Activity:
However many lines the data holds, transcribe them all exactly.

Data:

Start of Block

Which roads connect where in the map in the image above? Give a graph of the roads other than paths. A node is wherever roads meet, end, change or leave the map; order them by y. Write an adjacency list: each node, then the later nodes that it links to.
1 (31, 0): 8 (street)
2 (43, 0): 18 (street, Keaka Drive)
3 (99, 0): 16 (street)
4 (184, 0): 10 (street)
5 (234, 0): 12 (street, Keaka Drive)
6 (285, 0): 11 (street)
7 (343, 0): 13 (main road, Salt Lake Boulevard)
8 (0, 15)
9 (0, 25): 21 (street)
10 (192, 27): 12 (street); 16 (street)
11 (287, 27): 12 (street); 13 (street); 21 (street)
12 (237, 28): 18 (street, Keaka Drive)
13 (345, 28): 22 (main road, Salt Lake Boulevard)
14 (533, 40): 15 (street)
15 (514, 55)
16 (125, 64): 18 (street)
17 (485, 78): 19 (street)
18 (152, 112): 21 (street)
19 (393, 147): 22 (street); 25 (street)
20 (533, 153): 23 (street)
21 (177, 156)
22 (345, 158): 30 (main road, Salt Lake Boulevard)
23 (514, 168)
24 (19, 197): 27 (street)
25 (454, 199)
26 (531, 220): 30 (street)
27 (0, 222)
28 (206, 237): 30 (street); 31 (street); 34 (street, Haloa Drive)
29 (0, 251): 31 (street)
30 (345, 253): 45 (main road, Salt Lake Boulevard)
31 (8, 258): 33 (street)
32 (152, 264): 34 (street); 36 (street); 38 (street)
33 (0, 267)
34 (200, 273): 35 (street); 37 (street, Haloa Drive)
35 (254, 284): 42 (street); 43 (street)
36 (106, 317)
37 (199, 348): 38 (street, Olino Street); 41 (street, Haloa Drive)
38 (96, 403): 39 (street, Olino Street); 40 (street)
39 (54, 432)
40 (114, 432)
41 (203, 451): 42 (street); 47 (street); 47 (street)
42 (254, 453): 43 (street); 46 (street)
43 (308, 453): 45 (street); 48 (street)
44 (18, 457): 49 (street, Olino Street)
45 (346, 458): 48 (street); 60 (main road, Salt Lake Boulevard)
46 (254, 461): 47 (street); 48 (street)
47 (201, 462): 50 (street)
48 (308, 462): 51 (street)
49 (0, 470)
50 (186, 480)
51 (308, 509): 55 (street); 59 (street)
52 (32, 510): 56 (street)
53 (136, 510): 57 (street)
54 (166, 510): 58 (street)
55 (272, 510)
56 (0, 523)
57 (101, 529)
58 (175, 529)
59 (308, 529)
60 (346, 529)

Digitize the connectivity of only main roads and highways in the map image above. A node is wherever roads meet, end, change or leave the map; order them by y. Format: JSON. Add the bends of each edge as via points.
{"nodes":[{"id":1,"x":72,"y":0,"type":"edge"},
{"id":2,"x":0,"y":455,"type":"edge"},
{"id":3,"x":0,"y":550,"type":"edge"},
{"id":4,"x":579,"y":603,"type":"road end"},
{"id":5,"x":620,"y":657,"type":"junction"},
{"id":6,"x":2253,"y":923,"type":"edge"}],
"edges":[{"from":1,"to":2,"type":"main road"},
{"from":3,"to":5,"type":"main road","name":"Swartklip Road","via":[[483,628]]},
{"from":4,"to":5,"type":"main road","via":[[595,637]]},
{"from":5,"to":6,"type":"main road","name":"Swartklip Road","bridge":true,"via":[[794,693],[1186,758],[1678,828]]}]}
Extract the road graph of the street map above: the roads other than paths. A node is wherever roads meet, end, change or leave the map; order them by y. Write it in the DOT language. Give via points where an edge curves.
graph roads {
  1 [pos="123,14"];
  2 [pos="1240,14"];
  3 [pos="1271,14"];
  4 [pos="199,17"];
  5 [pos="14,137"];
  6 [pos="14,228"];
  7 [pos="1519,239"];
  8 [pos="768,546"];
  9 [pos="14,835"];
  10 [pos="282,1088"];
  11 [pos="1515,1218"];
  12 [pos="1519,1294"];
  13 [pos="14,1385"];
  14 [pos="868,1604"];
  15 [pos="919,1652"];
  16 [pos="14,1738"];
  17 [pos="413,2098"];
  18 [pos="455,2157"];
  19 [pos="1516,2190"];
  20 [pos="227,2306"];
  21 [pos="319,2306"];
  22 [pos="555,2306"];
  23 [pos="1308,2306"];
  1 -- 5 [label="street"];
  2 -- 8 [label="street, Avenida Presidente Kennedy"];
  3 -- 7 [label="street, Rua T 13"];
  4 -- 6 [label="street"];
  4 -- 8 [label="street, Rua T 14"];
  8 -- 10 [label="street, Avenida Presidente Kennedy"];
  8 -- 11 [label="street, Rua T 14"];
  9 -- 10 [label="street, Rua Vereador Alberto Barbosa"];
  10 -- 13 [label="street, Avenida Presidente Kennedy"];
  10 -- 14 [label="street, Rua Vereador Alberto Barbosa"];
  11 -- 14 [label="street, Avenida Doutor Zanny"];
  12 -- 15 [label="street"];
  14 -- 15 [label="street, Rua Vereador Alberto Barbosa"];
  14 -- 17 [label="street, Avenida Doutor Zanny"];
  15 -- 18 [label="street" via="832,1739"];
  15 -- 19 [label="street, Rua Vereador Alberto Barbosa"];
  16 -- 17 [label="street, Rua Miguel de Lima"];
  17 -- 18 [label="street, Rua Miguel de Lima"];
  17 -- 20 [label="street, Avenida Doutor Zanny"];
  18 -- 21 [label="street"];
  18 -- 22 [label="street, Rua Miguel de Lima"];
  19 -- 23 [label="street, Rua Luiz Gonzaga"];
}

End of Block

Completed task:
Which roads connect where in the map in the image above? Give a graph of the roads other than paths. A node is wherever roads meet, end, change or leave the map; order them by y. Write an adjacency list: each node, then the later nodes that it links to.
1 (31, 0): 8 (street)
2 (43, 0): 18 (street, Keaka Drive)
3 (99, 0): 16 (street)
4 (184, 0): 10 (street)
5 (234, 0): 12 (street, Keaka Drive)
6 (285, 0): 11 (street)
7 (343, 0): 13 (main road, Salt Lake Boulevard)
8 (0, 15)
9 (0, 25): 21 (street)
10 (192, 27): 12 (street); 16 (street)
11 (287, 27): 12 (street); 13 (street); 21 (street)
12 (237, 28): 18 (street, Keaka Drive)
13 (345, 28): 22 (main road, Salt Lake Boulevard)
14 (533, 40): 15 (street)
15 (514, 55)
16 (125, 64): 18 (street)
17 (485, 78): 19 (street)
18 (152, 112): 21 (street)
19 (393, 147): 22 (street); 25 (street)
20 (533, 153): 23 (street)
21 (177, 156)
22 (345, 158): 30 (main road, Salt Lake Boulevard)
23 (514, 168)
24 (19, 197): 27 (street)
25 (454, 199)
26 (531, 220): 30 (street)
27 (0, 222)
28 (206, 237): 30 (street); 31 (street); 34 (street, Haloa Drive)
29 (0, 251): 31 (street)
30 (345, 253): 45 (main road, Salt Lake Boulevard)
31 (8, 258): 33 (street)
32 (152, 264): 34 (street); 36 (street); 38 (street)
33 (0, 267)
34 (200, 273): 35 (street); 37 (street, Haloa Drive)
35 (254, 284): 42 (street); 43 (street)
36 (106, 317)
37 (199, 348): 38 (street, Olino Street); 41 (street, Haloa Drive)
38 (96, 403): 39 (street, Olino Street); 40 (street)
39 (54, 432)
40 (114, 432)
41 (203, 451): 42 (street); 47 (street); 47 (street)
42 (254, 453): 43 (street); 46 (street)
43 (308, 453): 45 (street); 48 (street)
44 (18, 457): 49 (street, Olino Street)
45 (346, 458): 48 (street); 60 (main road, Salt Lake Boulevard)
46 (254, 461): 47 (street); 48 (street)
47 (201, 462): 50 (street)
48 (308, 462): 51 (street)
49 (0, 470)
50 (186, 480)
51 (308, 509): 55 (street); 59 (street)
52 (32, 510): 56 (street)
53 (136, 510): 57 (street)
54 (166, 510): 58 (street)
55 (272, 510)
56 (0, 523)
57 (101, 529)
58 (175, 529)
59 (308, 529)
60 (346, 529)

Digitize the connectivity of only main roads and highways in the map image above. A node is wherever roads meet, end, change or leave the map; order them by y. Format: JSON. Add the bends of each edge as via points.
{"nodes":[{"id":1,"x":72,"y":0,"type":"edge"},
{"id":2,"x":0,"y":455,"type":"edge"},
{"id":3,"x":0,"y":550,"type":"edge"},
{"id":4,"x":579,"y":603,"type":"road end"},
{"id":5,"x":620,"y":657,"type":"junction"},
{"id":6,"x":2253,"y":923,"type":"edge"}],
"edges":[{"from":1,"to":2,"type":"main road"},
{"from":3,"to":5,"type":"main road","name":"Swartklip Road","via":[[483,628]]},
{"from":4,"to":5,"type":"main road","via":[[595,637]]},
{"from":5,"to":6,"type":"main road","name":"Swartklip Road","bridge":true,"via":[[794,693],[1186,758],[1678,828]]}]}
Extract the road graph of the street map above: the roads other than paths. A node is wherever roads meet, end, change or leave the map; order them by y. Write it in the DOT language. Give via points where an edge curves.
graph roads {
  1 [pos="123,14"];
  2 [pos="1240,14"];
  3 [pos="1271,14"];
  4 [pos="199,17"];
  5 [pos="14,137"];
  6 [pos="14,228"];
  7 [pos="1519,239"];
  8 [pos="768,546"];
  9 [pos="14,835"];
  10 [pos="282,1088"];
  11 [pos="1515,1218"];
  12 [pos="1519,1294"];
  13 [pos="14,1385"];
  14 [pos="868,1604"];
  15 [pos="919,1652"];
  16 [pos="14,1738"];
  17 [pos="413,2098"];
  18 [pos="455,2157"];
  19 [pos="1516,2190"];
  20 [pos="227,2306"];
  21 [pos="319,2306"];
  22 [pos="555,2306"];
  23 [pos="1308,2306"];
  1 -- 5 [label="street"];
  2 -- 8 [label="street, Avenida Presidente Kennedy"];
  3 -- 7 [label="street, Rua T 13"];
  4 -- 6 [label="street"];
  4 -- 8 [label="street, Rua T 14"];
  8 -- 10 [label="street, Avenida Presidente Kennedy"];
  8 -- 11 [label="street, Rua T 14"];
  9 -- 10 [label="street, Rua Vereador Alberto Barbosa"];
  10 -- 13 [label="street, Avenida Presidente Kennedy"];
  10 -- 14 [label="street, Rua Vereador Alberto Barbosa"];
  11 -- 14 [label="street, Avenida Doutor Zanny"];
  12 -- 15 [label="street"];
  14 -- 15 [label="street, Rua Vereador Alberto Barbosa"];
  14 -- 17 [label="street, Avenida Doutor Zanny"];
  15 -- 18 [label="street" via="832,1739"];
  15 -- 19 [label="street, Rua Vereador Alberto Barbosa"];
  16 -- 17 [label="street, Rua Miguel de Lima"];
  17 -- 18 [label="street, Rua Miguel de Lima"];
  17 -- 20 [label="street, Avenida Doutor Zanny"];
  18 -- 21 [label="street"];
  18 -- 22 [label="street, Rua Miguel de Lima"];
  19 -- 23 [label="street, Rua Luiz Gonzaga"];
}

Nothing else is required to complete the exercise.